Pascal Julien, responsabile dei verdi, ha dichiarato che con questa azione si vuole solo disperderli. Circa duecento persone del campo avrebbero chiesto (o è stato loro imposto) di lasciare il Paese, per dirigersi verso il Nord Europa o la Gran Bretagna. A detta del prefetto le donne e i bambini, cosi come i richiedenti asilo, sarebbero stati sistemati in centri d’accoglienza.A Parigi saranno ospitate 74 persone (tra cui tutti i minori presenti sul campo) in alberghi. La zona in cui si erano accampati sarà presto ripulita e resterà sotto sorveglianza per impedire altri assembramenti. Nel riportare la notizia, alcuni giornali francesi, hanno utilizzato il termine, trier, che ha una valenza precisa. Si usa comunemente per indicare  la separazione dei rifiuti nella raccolta differenziata, ennesima dimostrazione di come anche la stampa d’oltralpe non sia aliena dai livelli che spesso si riscontrano in  Italia. In attesa di sgombero sono anche coloro che si sono rifugiati ai Docks, presso la Cité de la Mode et du Design, un grande magazzino che dà direttamente sulla Senna nei pressi della stazione di Austerlitz, ristrutturato in chiave postmoderna come se fosse un battello verde. Un posto assurdo nel contrasto. Un museo dell’Arte ludica e un Cocktail Bar dalla cui terrazza, con pavimento in legno esotico, si scorgono tende sulla Rive Gauche che ospitano almeno 300 persone. Le associazioni umanitarie hanno denunciato una “accoglienza indegna”, il Comune ha assicurato un impegno per sistemazioni più decenti.

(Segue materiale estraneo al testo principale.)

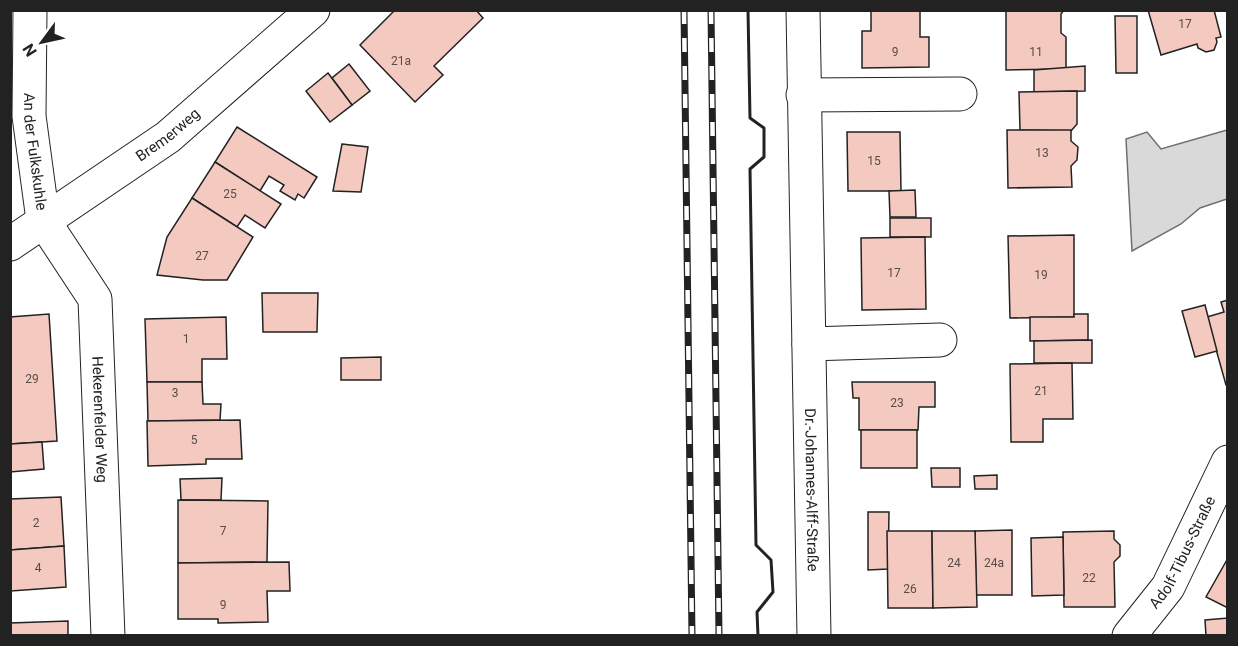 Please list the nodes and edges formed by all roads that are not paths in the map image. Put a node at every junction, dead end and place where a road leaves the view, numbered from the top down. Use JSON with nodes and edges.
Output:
{"nodes":[{"id":1,"x":30,"y":10,"type":"edge"},
{"id":2,"x":313,"y":10,"type":"edge"},
{"id":3,"x":803,"y":10,"type":"edge"},
{"id":4,"x":960,"y":94,"type":"dead end"},
{"id":5,"x":803,"y":95,"type":"junction"},
{"id":6,"x":43,"y":220,"type":"junction"},
{"id":7,"x":10,"y":244,"type":"edge"},
{"id":8,"x":940,"y":340,"type":"dead end"},
{"id":9,"x":809,"y":344,"type":"junction"},
{"id":10,"x":1227,"y":462,"type":"edge"},
{"id":11,"x":108,"y":636,"type":"edge"},
{"id":12,"x":814,"y":636,"type":"edge"},
{"id":13,"x":1129,"y":636,"type":"edge"}],
"edges":[{"from":1,"to":6,"type":"street","name":"An der Fulkskuhle"},
{"from":2,"to":6,"type":"street","name":"Bremerweg"},
{"from":3,"to":5,"type":"street","name":"Dr.-Johannes-Alff-Straße"},
{"from":4,"to":5,"type":"street"},
{"from":5,"to":9,"type":"street","name":"Dr.-Johannes-Alff-Straße"},
{"from":6,"to":7,"type":"street","name":"Bremerweg"},
{"from":6,"to":11,"type":"street","name":"Hekerenfelder Weg"},
{"from":8,"to":9,"type":"street"},
{"from":9,"to":12,"type":"street","name":"Dr.-Johannes-Alff-Straße"},
{"from":10,"to":13,"type":"street","name":"Adolf-Tibus-Straße"}]}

Come nelle metropoli italiane, per donne e bambini si assicurano alloggi meno esposti, per gli uomini la situazione è più complessa. L’Ofpra (Ufficio Francese di protezione rifugiati e apolidi, ha lavorato preventivamente nella tendopoli ora smantellata, schedando e separando le persone. Per gli eritrei ci sono possibilità di ottenere l’asilo, più complessa la situazione dei sudanesi mentre le possibilità sono risibili per gli egiziani. Pierre Henry, direttore di France Terre d’Asile denuncia l’assurdità di quanto accade: «Inaccettabile che una metropoli come Parigi non sappia sistemare meno di mille persone e che altre 2mila siano bloccate in una vera e propria giungla, quella del porto di Calais, in attesa di sfuggire ai controlli per potersi imbarcare di nascosto verso la Gran Bretagna.  L’U.E. dice che la Francia dovrebbe adesso accogliere 9127 rifugiati provenienti da Italia e Grecia- prosegue Henry- ma intanto il governo ha respinto l’idea delle quote (peraltro insufficienti Ndr) in attesa della riunione dei ministri dell’interno che si terrà a metà giugno e di quella dei capi di Stato e di governo del 25-26 giugno, in cui presumibilmente saranno molti i paesi a negare la propria disponibilità alla ripartizione stabilita». Nel frattempo si temono provocazioni di diverso segno. Da una parte i salafiti che hanno già provato a predicare nei pressi degli accampamenti, dall’altra la destra xenofoba del Front National che vorrebbe cavalcare ancora il disagio. A Parigi si respira molto lo stesso clima italiano:  da una parte zone della città inclusive, multiculturali e vivaci dall’altra aree di autoesclusione o, peggio ancora, di profonda intolleranza verso chi non è bianco e francese doc. Una polveriera la cui pericolosità è acuita da una crisi economica che comincia a farsi sentire in maniera forte, tanto che ormai anche la Francia è vista dai profughi solo come una tappa di transito, verso il ricco nord o i Paesi in cui si hanno relazioni parentali che offrono sostegno. Una sola notizia positiva, nella terza settimana di maggio 111 cittadini eritrei hanno ottenuto protezione a Calais, ma si tratta di una minima parte di persone che ha superato la diffidenza e il timore di trovarsi ancora bloccati.